Kayleigh seemed normal and happy as an infant, and into her toddler years, but by the time she was four she had lost her vision, and began deteriating rapidly.  Batten disease is a rare and scary condition, that first robs a child of his or her sight, and then begins to strip away the child's cognitive functions, but it does not end their, the child grows weaker, and weaker until they die.

Batten disease is inherited, and if you have one child with the condition there is about a fifty percent chance you will have another child with the condition, the progress of the disease varies from child to child, but it is a death sentence, these children with this horrifying condition do not die of old age.  That is why after much prayer and consideration, my husband and I decided against having another child, with this horrible condition.  We may adopt one day, but right now Kayleigh is our focus.

My little girl is so weak, and she is unable to feed herself, we feed her with a tube, because she chokes on food easily.  We know that short of a miracle the time we have with Kayleigh is short, but we cherish those moments, we love our little girl just as she is.

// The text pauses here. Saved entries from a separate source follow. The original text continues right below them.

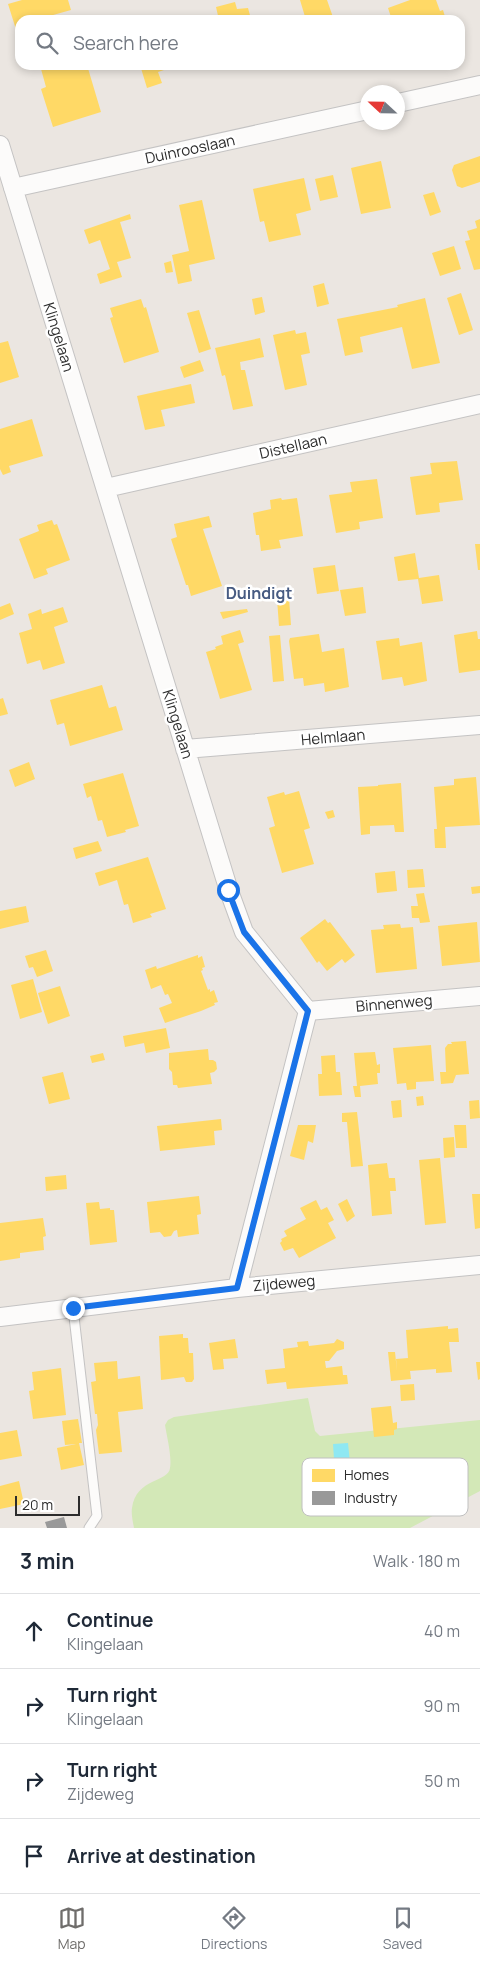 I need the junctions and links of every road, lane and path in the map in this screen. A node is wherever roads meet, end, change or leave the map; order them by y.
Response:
1 (480, 85) edge
2 (405, 101) edge
3 (360, 112) edge
4 (0, 145) edge
5 (13, 188) junction
6 (480, 404) edge
7 (106, 488) junction
8 (480, 725) edge
9 (185, 749) junction
10 (480, 996) edge
11 (308, 1011) junction
12 (480, 1265) edge
13 (237, 1288) junction
14 (73, 1308) junction
15 (0, 1317) edge
16 (89, 1528) edge

1 - 2 street
3 - 5 street, Duinrooslaan
4 - 5 street, Klingelaan
5 - 7 street, Klingelaan
6 - 7 street, Distellaan
7 - 9 street, Klingelaan
8 - 9 street, Helmlaan
9 - 11 street, Klingelaan
10 - 11 street, Binnenweg
11 - 13 street
12 - 13 street, Zijdeweg
13 - 14 street, Zijdeweg
14 - 15 street, Zijdeweg
14 - 16 lane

Kayleigh has Late Infantile Batten Disease, which means her symptoms began showing in infancy, first she lost her sight and then she begin loosing other functions. She had seizure after seizure It is heartbreaking to watch, but we have faith that one day their will be a cure, our little girl may not make it to see that day, but we are holding onto our faith, and our hope.  We are leaning on the Lord Jesus.

God Bless

Helen (Kayleighs Mom)

In Batten Disease, a genetic defect prevents the body’s cells from properly eliminating the waste material that builds up in them during the normal process of metabolism. Cellular  debris accumulates, damaging and killing  brain cells, eventually destroying the nervous system. Most victims die from the rapidly progressing disease by the age of 12.

 About Batten Disease

The sudden development of seizures, clumsiness, speech delays, behavioral disturbances, are some of the first signs of the disease taking hold of its victims.  Typically, children with Batten Disease will go blind and suffer from dementia. They lose all use of their bodies, the ability to communicate, and become completely bedridden before they die.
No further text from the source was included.